A chief of police is the title given to an appointed official or an elected one in the chain of command of a police department, particularly in North America. A chief of police may also be known as a police chief or sometimes just a chief, while some countries favour other titles such as commissioner or chief constable. A police chief is appointed by and answerable to a national or local government.

Duties 
The precise role of a chief of police varies by country and sometimes within a country. The larger a police force or department, the more likely that some duties will be delegated to mid-ranked officers. The following list is a general sense of the actions and responsibilities held by any chief of police.

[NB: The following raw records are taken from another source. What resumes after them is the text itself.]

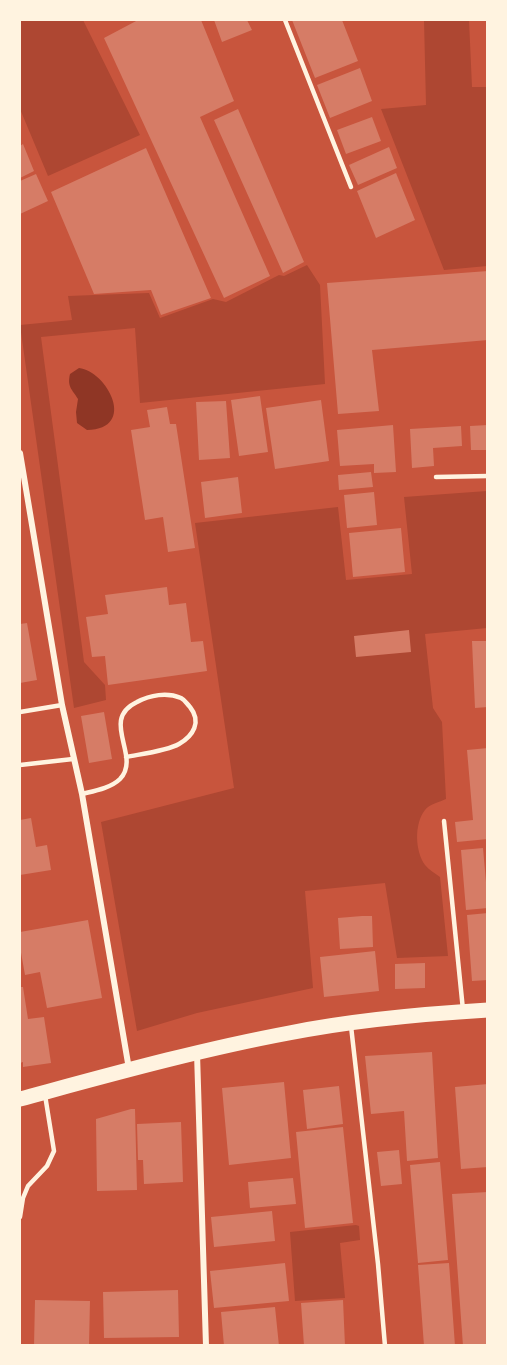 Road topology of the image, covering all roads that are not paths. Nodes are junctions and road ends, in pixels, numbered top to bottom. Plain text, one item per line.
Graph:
1 (285, 20) edge
2 (351, 187) dead end
3 (20, 456) edge
4 (488, 476) edge
5 (436, 477) dead end
6 (62, 705) junction
7 (20, 712) edge
8 (126, 757) junction
9 (73, 759) junction
10 (20, 765) edge
11 (82, 794) junction
12 (444, 821) dead end
13 (488, 1010) edge
14 (463, 1012) junction
15 (351, 1023) junction
16 (197, 1052) junction
17 (129, 1069) junction
18 (44, 1092) junction
19 (20, 1099) edge
20 (20, 1217) edge
21 (206, 1346) edge
22 (385, 1346) edge

1 - 2 lane
3 - 6 street
4 - 5 lane
6 - 7 lane
6 - 9 street
8 - 8 lane
8 - 11 lane
9 - 10 lane
9 - 11 street
11 - 17 street
12 - 14 lane
13 - 14 main road
14 - 15 main road
15 - 16 main road
15 - 22 lane
16 - 17 main road
16 - 21 street
17 - 18 main road
18 - 19 main road
18 - 20 lane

 Oversight of a department's operations and budgeting
 Oversight of officers
 Limited disciplinary actions to be addressed on infractions of policy, rules, regulations, laws or ordinances
 Full dismissal or heavy sanctioning of officer duty; these powers vary by department
 Promotion and rank placement of officers
 Production and development of department policies and regulations
 Liaison with the governments that oversee and fund the department
 In small police departments, upkeep and updating of department equipment such as police vehicles, weapons, communications equipment and uniforms
 In the smallest police departments, the chief may also carry out the same duties as regular officers (patrol, investigations, etc.)

Police chiefs are usually sworn police officers, and therefore wear police uniforms and have the power of arrest, though there are exceptions. In practice, their work is administrative in all but the smallest police departments. The rare occasions when police chiefs make arrests have drawn media coverage. In 2014, Bernard Hogan-Howe chased a group of fare evaders and made an arrest. A taxi driver had approached Hogan-Howe for help, unaware that he was London's police commissioner. In 2017, Los Angeles Police Department Chief Charlie Beck arrested a police officer on suspicion of a sexual offence.

Canada 
"Chief of police" (French: directeur) is the most common title for the highest-ranked officer in a Canadian police service. The exceptions are: the Royal Canadian Mounted Police (commissioner), Ontario Provincial Police (commissioner), South Coast British Columbia Transportation Authority Police Service (chief officer), Vancouver Police Department (chief constable), West Vancouver Police Department (chief constable), Nelson Police Department (chief constable), Quebec City (director) and the Sûreté du Québec (director general).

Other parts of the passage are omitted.